40Cette évolution sensible du paysage capitalistique nippon a de très fortes implications dans la gestion des hommes. Les ressources humaines constituent en effet une des clés de la compétition. Outre la formation des ingénieurs indispensables pour garantir la force d’innovation, la formation de l’encadrement administratif sera déterminante. Il est indispensable de mettre en place des cursus pour former un personnel apte à travailler dans des entreprises internationales, notamment dans les domaines du droit, de la comptabilité, de la gestion technologique et du leadership, tout en tenant compte des caractéristiques propres aux pays partenaires. Depuis les années 1990, les entreprises japonaises emploient de plus en plus de vacataires. Pendant longtemps, le marché japonais de l’emploi fut considéré comme très peu mobile, conséquence du traditionnel système d’emploi à vie qui avait cours dans une majorité d’entreprises. Mais, avec l’augmentation du nombre de vacataires et d’intérimaires, la mobilité sur ce marché augmente et l’on constate une certaine dichotomie entre la couche stable et la couche mobile du personnel. Il faudra prendre des mesures pour que cette dichotomie ne mène pas à une fracture sociale. Il est nécessaire qu’un maximum de personnes puisse avoir accès aux formations et suivre des cursus adaptés à chacun. Le gouvernement travaille également en faveur de l’élargissement de la participation sociale des femmes. Ces mesures indispensables sont, en outre, destinées à lutter contre le danger de la dénatalité. À cet égard, une politique de l’immigration reste à définir et constituera également un défi pour l’avenir.

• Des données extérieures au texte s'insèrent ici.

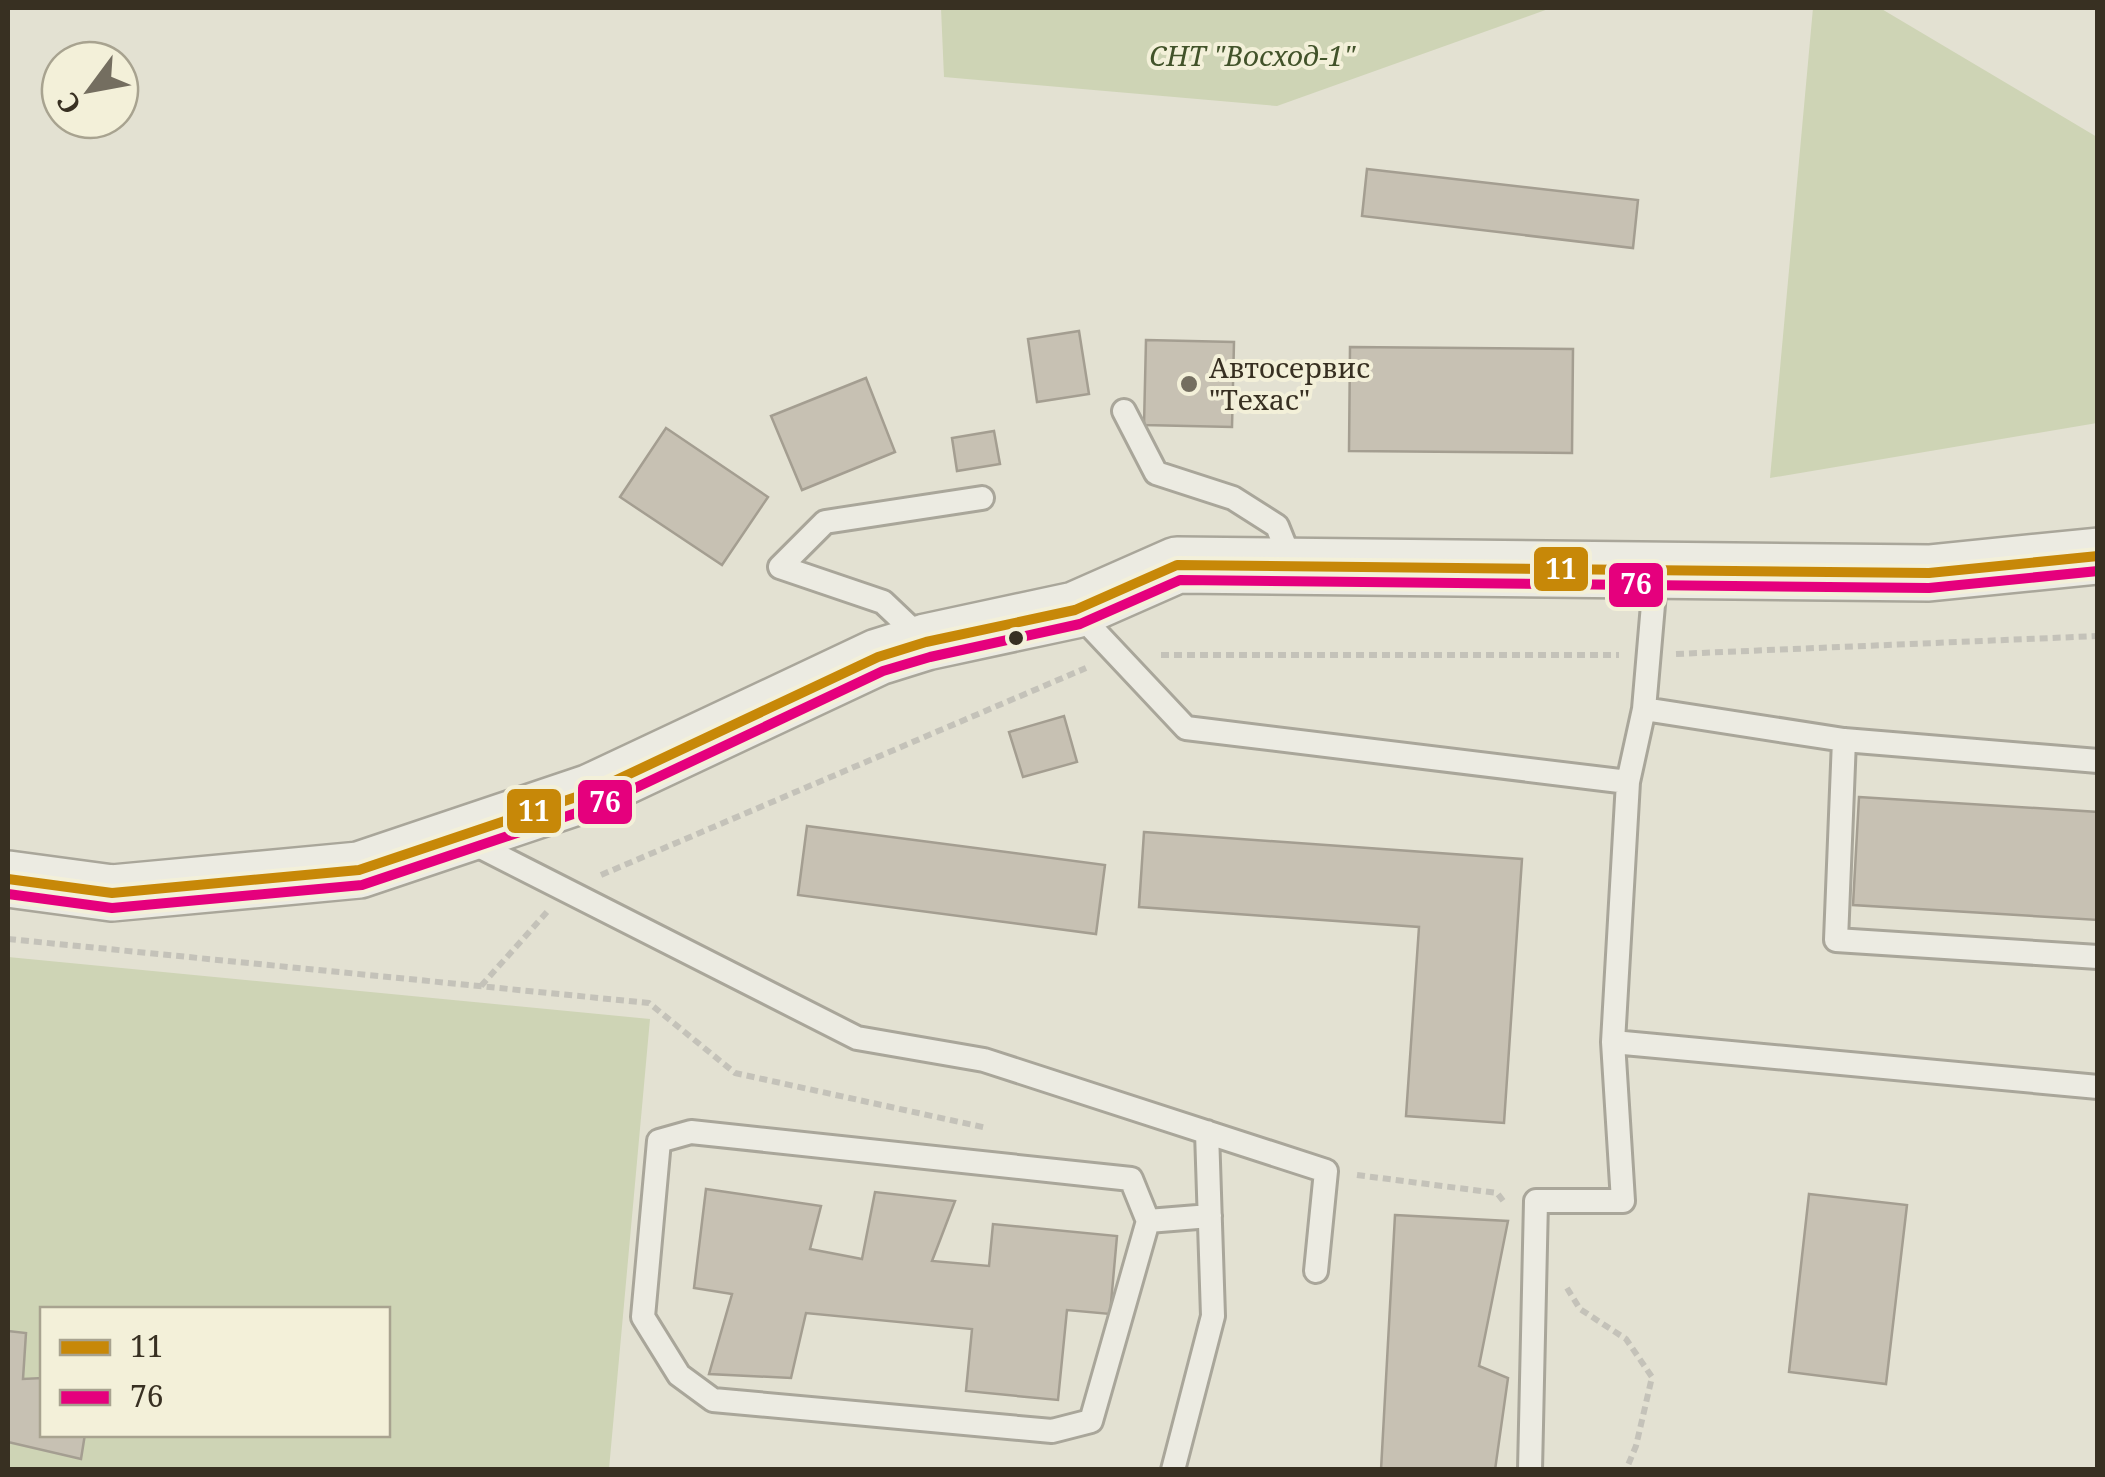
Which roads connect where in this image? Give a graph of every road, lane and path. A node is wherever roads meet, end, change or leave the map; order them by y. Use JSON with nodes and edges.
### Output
{"nodes":[{"id":1,"x":1124,"y":410,"type":"dead end"},
{"id":2,"x":982,"y":498,"type":"dead end"},
{"id":3,"x":2098,"y":556,"type":"edge"},
{"id":4,"x":1293,"y":566,"type":"junction"},
{"id":5,"x":1656,"y":570,"type":"junction"},
{"id":6,"x":1075,"y":610,"type":"junction"},
{"id":7,"x":926,"y":642,"type":"junction"},
{"id":8,"x":1644,"y":709,"type":"junction"},
{"id":9,"x":1844,"y":740,"type":"junction"},
{"id":10,"x":2098,"y":761,"type":"edge"},
{"id":11,"x":1628,"y":782,"type":"junction"},
{"id":12,"x":459,"y":836,"type":"junction"},
{"id":13,"x":8,"y":879,"type":"edge"},
{"id":14,"x":8,"y":939,"type":"edge"},
{"id":15,"x":2098,"y":957,"type":"edge"},
{"id":16,"x":1613,"y":1042,"type":"junction"},
{"id":17,"x":2098,"y":1087,"type":"edge"},
{"id":18,"x":1000,"y":1131,"type":"dead end"},
{"id":19,"x":1207,"y":1132,"type":"junction"},
{"id":20,"x":1210,"y":1216,"type":"junction"},
{"id":21,"x":1148,"y":1221,"type":"junction"},
{"id":22,"x":1316,"y":1271,"type":"dead end"},
{"id":23,"x":1174,"y":1470,"type":"edge"},
{"id":24,"x":1530,"y":1470,"type":"edge"}],
"edges":[{"from":1,"to":4,"type":"lane"},
{"from":2,"to":7,"type":"lane"},
{"from":3,"to":5,"type":"street"},
{"from":4,"to":5,"type":"street"},
{"from":4,"to":6,"type":"street"},
{"from":5,"to":8,"type":"lane"},
{"from":6,"to":7,"type":"street"},
{"from":6,"to":11,"type":"lane"},
{"from":7,"to":12,"type":"street"},
{"from":8,"to":9,"type":"lane"},
{"from":8,"to":11,"type":"lane"},
{"from":9,"to":10,"type":"lane"},
{"from":9,"to":15,"type":"lane"},
{"from":11,"to":16,"type":"lane"},
{"from":12,"to":13,"type":"street"},
{"from":12,"to":19,"type":"lane"},
{"from":14,"to":18,"type":"path"},
{"from":16,"to":17,"type":"lane"},
{"from":16,"to":24,"type":"lane"},
{"from":19,"to":20,"type":"lane"},
{"from":19,"to":22,"type":"lane"},
{"from":20,"to":21,"type":"lane"},
{"from":20,"to":23,"type":"lane"},
{"from":21,"to":21,"type":"lane"}]}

CONCLUSION : REGARD CROISÉ FRANCE-JAPON
41Finalement, les enjeux de demain, pour la France comme pour le Japon, sont assez semblables et nous rapprochent : l’intégration des pays d’Asie pose un défi stratégique majeur au Japon, comme l’intégration européenne à la France, sur les plans du commerce, de la monnaie et de la sécurité. Lorsqu’on réfléchit aux perspectives économiques japonaises, on est frappé par les nombreuses similitudes qui existent avec la France. Sur certains points, la France est plus riche d’expérience, et sur d’autres le Japon a engrangé plus de succès. Cela va de soi puisque nous évoluons dans des environnements différents avec des caractéristiques de population différentes. Je suis cependant convaincu que la France et le Japon ont la volonté d’élaborer de meilleures pratiques en partageant leurs connaissances et leurs expériences propres.